AGS Embodied AI (Group L) | Embodied AI, Humanoids & Robot Fleets | Version 3.0
Robot-Fleet Coordination and OTA-Update Governance governs the safety of operating many physical agents together — inter-robot collision avoidance and traffic management — and the controlled delivery of over-the-air (OTA) updates to physical agents as a safety-relevant change, together with physical-harm incident reporting and liability attribution across a fleet.
A single update or a coordination failure can affect every robot in a fleet at once. This dimension governs the fleet-scale and update-lifecycle risks that individual-robot safety controls do not cover.
In scope: fleet-level collision avoidance and traffic management; governed OTA updates (staged rollout, validation, rollback) as a safety function; physical-harm incident reporting; liability attribution across manufacturer/integrator/operator for fleet agents.
Out of scope: single-agent force/fail-safe controls (AG-835/836) and validation (AG-837). This dimension governs *fleet-scale coordination and the update lifecycle*.
When physical agents operate as a fleet, risks compound: robots can collide with each other, congest shared space, or — most dangerously — all receive a flawed OTA update that changes safety-relevant behaviour simultaneously across the fleet. A bad update or an uncoordinated fleet can turn a local issue into a mass physical-safety event. Governing coordination and the update lifecycle keeps fleet-scale deployments safe and accountable.
Test 6.1: Staged, Reversible Update
Test 6.2: Inter-Robot Collision Avoidance
Test 6.3: Fleet Halt & Update Integrity
| Score | Criteria |
|---|---|
| 0 | Fleet operates with no inter-robot coordination or OTA-update governance |
| 1 | Collision avoidance and pre-release update validation but no staging/rollback or fleet halt |
| 2 | Traffic management, staged/reversible signed OTA, fleet-wide safe-state, incident reporting |
| 3 | Rollback triggers, liability-attribution records, fleet event logging, agent-isolated update config |
Scenario A — Fleet-Wide Bad Update: A flawed OTA update changing motion behaviour is pushed to an entire humanoid fleet at once; many robots act unsafely simultaneously.
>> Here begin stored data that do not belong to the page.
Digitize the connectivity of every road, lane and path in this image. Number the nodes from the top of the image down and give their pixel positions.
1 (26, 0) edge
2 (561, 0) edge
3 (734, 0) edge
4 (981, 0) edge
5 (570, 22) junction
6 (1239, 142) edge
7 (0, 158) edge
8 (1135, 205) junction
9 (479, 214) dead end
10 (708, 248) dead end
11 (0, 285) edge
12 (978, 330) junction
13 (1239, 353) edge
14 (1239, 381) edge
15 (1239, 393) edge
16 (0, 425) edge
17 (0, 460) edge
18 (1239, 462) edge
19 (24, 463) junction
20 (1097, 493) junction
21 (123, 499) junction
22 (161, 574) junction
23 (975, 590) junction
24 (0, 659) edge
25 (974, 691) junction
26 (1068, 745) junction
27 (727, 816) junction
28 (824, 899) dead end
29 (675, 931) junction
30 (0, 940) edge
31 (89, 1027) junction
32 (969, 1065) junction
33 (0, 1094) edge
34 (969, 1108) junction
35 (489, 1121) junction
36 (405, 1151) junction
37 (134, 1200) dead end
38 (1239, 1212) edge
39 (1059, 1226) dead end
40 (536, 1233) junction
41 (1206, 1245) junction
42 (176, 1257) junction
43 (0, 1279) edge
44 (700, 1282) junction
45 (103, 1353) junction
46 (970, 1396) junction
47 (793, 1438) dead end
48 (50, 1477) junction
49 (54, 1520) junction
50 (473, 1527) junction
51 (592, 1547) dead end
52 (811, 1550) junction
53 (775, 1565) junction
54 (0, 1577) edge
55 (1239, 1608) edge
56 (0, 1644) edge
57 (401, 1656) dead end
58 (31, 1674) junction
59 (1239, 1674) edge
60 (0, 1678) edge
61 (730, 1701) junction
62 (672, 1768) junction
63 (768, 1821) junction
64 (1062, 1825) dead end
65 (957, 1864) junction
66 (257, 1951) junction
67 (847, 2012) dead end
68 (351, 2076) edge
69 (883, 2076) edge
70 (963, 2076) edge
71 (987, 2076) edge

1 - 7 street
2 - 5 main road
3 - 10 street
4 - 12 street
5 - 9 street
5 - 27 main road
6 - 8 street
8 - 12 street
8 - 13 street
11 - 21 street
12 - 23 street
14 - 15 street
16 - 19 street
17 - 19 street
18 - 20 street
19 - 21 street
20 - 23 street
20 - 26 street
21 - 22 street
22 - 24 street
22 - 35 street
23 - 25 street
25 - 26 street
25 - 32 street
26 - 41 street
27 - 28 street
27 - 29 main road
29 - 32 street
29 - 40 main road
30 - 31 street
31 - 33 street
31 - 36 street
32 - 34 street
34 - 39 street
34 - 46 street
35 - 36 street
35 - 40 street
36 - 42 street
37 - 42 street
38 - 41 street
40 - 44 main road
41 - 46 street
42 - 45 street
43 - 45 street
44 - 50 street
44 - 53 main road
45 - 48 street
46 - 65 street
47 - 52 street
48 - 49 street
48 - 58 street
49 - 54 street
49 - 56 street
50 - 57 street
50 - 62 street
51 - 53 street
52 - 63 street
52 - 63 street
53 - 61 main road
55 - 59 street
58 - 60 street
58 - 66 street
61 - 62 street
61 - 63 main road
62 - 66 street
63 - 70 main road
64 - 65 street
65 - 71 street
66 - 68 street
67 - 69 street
Staged rollout with a rollback trigger would have caught it after the first cohort.
Scenario B — Robot-on-Robot Collision: Two AMRs route into the same corridor without traffic management and collide, blocking an exit. Fleet coordination would have deconflicted their paths.
Scenario C — Compromised Update Channel: An unauthenticated update is accepted, altering safety behaviour across the fleet. Signed, integrity-verified updates would have rejected it.
| Requirement | EU AI Act | NIST AI RMF | ISO 42001 |
|---|---|---|---|
| R1: Inter-robot collision avoidance | Art. 15 — Safety, robustness | MEASURE 2.6 — Safety evaluation | Clause 8.1 — Operational control |
| R2: Staged, reversible safety-relevant OTA | Art. 15 — Robustness | MANAGE 4.1 — Post-deployment monitoring | Clause 8.1 — Operational control |
| R3: No instant fleet-wide safety change | Art. 9 — Risk management | MANAGE 1.3 — High-priority response | Clause 8.1 — Operational control |
| R4: Update integrity/authenticity | Art. 15 — Cybersecurity | MEASURE 2.7 — Security and resilience | A.6 — AI system lifecycle |
| R5: Fleet-wide safe-state/halt | Art. 14 — Human oversight (stop) | MANAGE 2.4 — Deactivation | Clause 8.1 — Operational control |
| R6: Incident reporting + liability records | Art. 73 — Serious-incident reporting | MANAGE 4.3 — Incident communication | Clause 9.1 — Monitoring and measurement |
| R7: Fleet event logging | Art. 12 — Record-keeping | MEASURE 2.4 — Production monitoring | Clause 8.1 — Operational control |
| R8: Agent-isolated update config | Art. 15 — Integrity | MANAGE 2.4 — Integrity of controls | A.6 — AI system lifecycle |
> Standards note: align fleet coordination to ISO 3691-4 (multi-vehicle traffic management); treat OTA updates as safety-relevant change under ISO 10218-2:2025 cybersecurity-as-safety provisions; map physical-harm liability to the EU Product Liability Directive (Dir. (EU) 2024/2853) and serious-incident reporting to EU AI Act Art. 73.
Article 15 (robustness, cybersecurity, safety) covers fleet coordination and the integrity of the update channel; Article 73 (serious-incident reporting) covers physical-harm events. AG-838 applies both at fleet scale.
MANAGE 4.1 (post-deployment monitoring and response, including updates) and MEASURE 2.7 (security and resilience) cover governed OTA updates and fleet-coordination safety.
Clause 8.1 (operational control) and Annex A.6 (lifecycle) require controlled fleet operation and change management for physical AI systems.